One of the many reasons cited for the collapse of Israeli-Palestinian exploratory talks last week was the gap between the two sides on the question of security. This was particularly highlighted by Palestinian negotiator Saed Erekat's reported refusal to even enter the room when Israel brought an Israeli Defense Forces general to present its concerns.

Details have subsequently begun to trickle out from the closed-door meetings, including a report from Israeli newspaper Ma'ariv that Israel had given up on its long-held demand for sovereignty over the Jordan Valley in the West Bank, and would be satisfied with tight security arrangements along the Jordan River. Israeli Prime Minister Benjamin Netanyahu responded to the report during a meeting yesterday with his Likud party's Knesset faction, according to the Jerusalem Post:

"I heard the reports," Netanyahu said. "I would like to say what I will do. This depends on me. I will sign a permanent agreement only if it includes Israel's remaining in the Jordan Valley. Nobody can ensure this but us. I think that we are acting responsibly and prudently and are seeing to the security of the State of Israel. This requires Israel to remain in the Jordan Valley."

Government officials said afterward Netanyahu was referring to a security presence, not a civilian one. Netanyahu has said consistently since coming into power that any agreement would necessitate an Israeli military presence along the Jordan River, and he has emphasized that point repeatedly since the revolutions in the Arab world began last year, saying the regional uncertainty makes such a security presence even more necessary.

Netanyahu's wording here is important. As I reported last year, Netanyahu's speech to Congress specifically mentioned a "long-term" military presence in the Jordan Valley, a marked shift from his previous insistence that Israel have a permanent military presence there. He dropped the demand for sovereignty in his speech to Knesset last year as well.

9-11 Ten Years LaterThe difference is significant -- "permanent" leaves no room for negotiation, as that is a non-starter for Abbas. "Long-term" allows some breathing room, as Abbas has mentioned before his willingness to be flexible on allowing Israeli troops to remain in certain areas in the West Bank for a circumscribed period of time after the signing of an agreement.

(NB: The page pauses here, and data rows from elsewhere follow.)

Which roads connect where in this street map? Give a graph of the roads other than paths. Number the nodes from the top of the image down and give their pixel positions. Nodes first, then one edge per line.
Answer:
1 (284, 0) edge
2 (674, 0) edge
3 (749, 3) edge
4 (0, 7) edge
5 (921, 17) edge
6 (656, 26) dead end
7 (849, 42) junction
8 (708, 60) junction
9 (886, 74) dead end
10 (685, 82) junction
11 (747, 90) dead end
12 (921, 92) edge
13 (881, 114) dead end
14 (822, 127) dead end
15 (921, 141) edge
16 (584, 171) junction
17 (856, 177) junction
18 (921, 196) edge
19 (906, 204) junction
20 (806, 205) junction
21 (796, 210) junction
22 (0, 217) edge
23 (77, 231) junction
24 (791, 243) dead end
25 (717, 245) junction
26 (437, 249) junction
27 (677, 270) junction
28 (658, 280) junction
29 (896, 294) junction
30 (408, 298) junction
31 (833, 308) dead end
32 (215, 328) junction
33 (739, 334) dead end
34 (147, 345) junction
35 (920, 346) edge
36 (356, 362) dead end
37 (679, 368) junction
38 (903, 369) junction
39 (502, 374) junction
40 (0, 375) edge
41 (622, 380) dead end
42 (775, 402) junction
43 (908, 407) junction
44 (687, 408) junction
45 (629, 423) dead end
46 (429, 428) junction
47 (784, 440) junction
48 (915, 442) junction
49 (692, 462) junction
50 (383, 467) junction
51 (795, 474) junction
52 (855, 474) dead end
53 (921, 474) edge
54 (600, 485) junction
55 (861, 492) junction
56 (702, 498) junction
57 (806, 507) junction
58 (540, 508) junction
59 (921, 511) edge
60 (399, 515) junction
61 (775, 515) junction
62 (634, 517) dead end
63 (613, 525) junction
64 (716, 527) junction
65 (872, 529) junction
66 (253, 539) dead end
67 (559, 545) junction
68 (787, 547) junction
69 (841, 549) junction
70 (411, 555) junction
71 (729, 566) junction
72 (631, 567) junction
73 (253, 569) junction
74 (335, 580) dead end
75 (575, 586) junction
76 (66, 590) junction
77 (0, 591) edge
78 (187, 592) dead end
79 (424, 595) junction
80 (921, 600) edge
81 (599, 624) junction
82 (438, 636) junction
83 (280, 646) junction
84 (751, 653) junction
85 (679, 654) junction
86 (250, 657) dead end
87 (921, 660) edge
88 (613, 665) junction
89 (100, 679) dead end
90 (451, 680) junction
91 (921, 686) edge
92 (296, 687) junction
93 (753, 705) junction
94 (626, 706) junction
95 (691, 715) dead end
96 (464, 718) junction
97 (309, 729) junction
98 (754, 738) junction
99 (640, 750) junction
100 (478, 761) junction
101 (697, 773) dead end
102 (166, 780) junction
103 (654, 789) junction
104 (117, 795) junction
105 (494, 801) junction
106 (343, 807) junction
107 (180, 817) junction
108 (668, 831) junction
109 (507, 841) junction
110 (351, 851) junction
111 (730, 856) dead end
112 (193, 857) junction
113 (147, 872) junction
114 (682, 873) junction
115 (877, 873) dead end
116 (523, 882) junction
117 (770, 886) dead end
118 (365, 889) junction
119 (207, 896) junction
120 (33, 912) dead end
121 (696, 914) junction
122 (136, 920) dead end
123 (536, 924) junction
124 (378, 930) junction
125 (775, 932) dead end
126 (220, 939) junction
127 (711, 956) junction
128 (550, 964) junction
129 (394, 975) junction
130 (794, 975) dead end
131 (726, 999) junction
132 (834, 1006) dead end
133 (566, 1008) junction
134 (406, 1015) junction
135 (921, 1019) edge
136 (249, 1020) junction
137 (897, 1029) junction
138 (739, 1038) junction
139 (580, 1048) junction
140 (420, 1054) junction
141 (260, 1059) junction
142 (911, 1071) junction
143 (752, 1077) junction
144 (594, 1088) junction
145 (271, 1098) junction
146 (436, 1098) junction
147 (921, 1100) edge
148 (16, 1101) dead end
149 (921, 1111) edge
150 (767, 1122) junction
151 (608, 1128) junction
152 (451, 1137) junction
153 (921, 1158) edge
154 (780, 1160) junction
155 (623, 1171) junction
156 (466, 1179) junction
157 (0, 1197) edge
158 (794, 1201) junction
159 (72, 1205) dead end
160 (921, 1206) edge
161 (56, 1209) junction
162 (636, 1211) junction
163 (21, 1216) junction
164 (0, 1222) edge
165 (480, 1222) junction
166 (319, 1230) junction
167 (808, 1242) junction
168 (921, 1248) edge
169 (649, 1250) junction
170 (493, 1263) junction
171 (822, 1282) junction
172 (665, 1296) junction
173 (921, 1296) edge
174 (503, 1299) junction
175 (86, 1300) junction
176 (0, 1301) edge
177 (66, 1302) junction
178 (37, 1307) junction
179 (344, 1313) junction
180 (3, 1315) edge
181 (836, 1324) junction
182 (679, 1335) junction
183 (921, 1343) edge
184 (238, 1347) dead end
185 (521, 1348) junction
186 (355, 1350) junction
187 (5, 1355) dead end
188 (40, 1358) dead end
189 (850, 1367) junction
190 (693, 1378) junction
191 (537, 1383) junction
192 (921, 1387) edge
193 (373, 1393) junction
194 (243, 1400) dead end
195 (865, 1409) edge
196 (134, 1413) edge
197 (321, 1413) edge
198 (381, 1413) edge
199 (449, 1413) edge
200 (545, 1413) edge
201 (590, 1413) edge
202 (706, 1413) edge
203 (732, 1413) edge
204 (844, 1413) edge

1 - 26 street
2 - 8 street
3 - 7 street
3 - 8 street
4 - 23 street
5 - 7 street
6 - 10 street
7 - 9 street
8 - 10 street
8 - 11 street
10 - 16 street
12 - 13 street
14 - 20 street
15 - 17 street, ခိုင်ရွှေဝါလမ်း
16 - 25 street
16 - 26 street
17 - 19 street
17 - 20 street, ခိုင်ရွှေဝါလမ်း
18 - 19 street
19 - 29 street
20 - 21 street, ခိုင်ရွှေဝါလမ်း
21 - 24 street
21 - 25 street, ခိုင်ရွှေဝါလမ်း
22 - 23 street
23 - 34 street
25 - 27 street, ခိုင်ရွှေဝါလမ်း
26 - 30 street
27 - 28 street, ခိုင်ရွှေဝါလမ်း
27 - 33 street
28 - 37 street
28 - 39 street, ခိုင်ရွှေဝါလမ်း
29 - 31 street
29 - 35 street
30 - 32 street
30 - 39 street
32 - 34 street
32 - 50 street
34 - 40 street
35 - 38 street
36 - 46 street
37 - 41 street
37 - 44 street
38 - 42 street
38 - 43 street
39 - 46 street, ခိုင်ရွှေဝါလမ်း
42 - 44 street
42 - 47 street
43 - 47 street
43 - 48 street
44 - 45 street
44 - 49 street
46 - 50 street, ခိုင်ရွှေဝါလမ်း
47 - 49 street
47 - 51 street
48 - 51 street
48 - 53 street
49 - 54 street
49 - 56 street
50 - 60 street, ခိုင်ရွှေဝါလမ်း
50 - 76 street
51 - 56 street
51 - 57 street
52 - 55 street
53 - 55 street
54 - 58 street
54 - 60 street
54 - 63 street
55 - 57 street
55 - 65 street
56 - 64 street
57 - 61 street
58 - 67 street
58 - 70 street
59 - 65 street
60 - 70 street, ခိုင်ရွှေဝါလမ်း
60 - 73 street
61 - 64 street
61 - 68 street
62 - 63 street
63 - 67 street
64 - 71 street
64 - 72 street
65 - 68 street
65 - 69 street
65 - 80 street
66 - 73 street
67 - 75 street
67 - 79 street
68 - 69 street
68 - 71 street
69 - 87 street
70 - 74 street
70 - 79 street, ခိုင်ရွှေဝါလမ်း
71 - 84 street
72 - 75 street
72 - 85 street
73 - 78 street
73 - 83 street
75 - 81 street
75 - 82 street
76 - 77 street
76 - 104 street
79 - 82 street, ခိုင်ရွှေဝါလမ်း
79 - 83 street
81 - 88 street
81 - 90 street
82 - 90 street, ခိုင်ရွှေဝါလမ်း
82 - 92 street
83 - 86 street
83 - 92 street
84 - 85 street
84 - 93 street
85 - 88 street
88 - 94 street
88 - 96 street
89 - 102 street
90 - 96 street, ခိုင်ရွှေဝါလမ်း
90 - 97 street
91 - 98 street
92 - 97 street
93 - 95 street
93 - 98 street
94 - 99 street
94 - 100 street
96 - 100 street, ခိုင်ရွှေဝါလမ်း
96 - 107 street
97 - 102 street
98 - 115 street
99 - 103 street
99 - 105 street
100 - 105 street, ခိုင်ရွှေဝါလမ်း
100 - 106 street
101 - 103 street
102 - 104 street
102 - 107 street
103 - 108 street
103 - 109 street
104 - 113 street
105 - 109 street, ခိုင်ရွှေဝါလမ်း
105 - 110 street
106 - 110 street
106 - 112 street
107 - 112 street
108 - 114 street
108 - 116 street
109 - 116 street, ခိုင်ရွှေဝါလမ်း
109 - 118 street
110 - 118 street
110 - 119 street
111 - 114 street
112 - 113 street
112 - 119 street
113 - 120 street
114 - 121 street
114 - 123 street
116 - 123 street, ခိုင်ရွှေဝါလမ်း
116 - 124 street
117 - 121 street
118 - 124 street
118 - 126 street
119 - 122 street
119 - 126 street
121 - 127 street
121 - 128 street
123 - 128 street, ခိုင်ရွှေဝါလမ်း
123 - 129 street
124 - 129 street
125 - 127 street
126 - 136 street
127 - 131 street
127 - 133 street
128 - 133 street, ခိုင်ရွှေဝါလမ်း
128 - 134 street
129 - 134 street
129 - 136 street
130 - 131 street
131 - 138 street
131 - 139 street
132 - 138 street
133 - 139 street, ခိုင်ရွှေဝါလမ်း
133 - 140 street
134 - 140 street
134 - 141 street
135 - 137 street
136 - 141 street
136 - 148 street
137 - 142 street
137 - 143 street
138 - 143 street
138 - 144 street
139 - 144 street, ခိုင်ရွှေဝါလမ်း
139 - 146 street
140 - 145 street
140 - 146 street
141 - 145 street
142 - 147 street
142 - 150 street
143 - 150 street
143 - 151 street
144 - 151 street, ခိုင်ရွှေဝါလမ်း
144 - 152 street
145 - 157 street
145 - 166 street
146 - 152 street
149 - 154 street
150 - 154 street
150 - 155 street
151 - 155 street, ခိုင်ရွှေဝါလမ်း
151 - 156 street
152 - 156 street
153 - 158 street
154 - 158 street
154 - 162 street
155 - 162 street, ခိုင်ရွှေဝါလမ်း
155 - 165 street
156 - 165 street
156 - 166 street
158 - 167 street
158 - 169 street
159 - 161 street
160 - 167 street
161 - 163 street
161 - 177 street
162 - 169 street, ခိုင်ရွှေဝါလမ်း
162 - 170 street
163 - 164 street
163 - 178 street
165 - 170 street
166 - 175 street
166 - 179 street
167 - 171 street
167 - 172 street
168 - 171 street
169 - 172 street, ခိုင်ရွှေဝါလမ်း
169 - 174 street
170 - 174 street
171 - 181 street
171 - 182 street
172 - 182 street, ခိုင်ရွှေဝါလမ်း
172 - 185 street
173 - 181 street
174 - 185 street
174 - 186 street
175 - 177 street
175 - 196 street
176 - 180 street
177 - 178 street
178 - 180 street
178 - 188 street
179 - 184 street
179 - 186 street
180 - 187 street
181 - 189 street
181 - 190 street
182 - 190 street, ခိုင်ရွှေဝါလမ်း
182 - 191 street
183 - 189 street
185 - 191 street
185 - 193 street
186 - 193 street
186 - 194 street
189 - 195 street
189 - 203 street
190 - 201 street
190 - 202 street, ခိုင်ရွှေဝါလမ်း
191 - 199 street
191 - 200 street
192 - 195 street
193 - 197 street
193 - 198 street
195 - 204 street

To be sure, even if Netanyahu's statements yesterday aren't necessarily a reversal of his comments to Congress, there is still a significant gap between the two sides on this issue. The Ma'ariv report claims that the Israelis demanded an Israeli presence in the Jordan Valley for 10 years after an agreement is signed, while subsequent reports from the Palestinian Authority put the demand at "dozens of years." Netanyahu himself has said that he envisions "long-term" as 40 to 50 years, while Abbas would be more comfortable with something closer to 4 to 5 years.

The changing Israeli consensus on control of the Jordan Valley is reflected in a recent report by Israel's Council for Peace and Security, which argues that the Israeli demand for control of the Jordan Valley is based on an outdated assessment of Israeli threats:

The central threat Israel faced in the past was that of a massive ground attack with air power support from a coalition of Arab states. Clearly, the current reality of the military balance in the Middle East renders this threat nearly irrelevant due to the collapse of the pan-Arab movement, the peace agreements Israel signed with Egypt and Jordan, and the eradication of Iraqi military forces. ...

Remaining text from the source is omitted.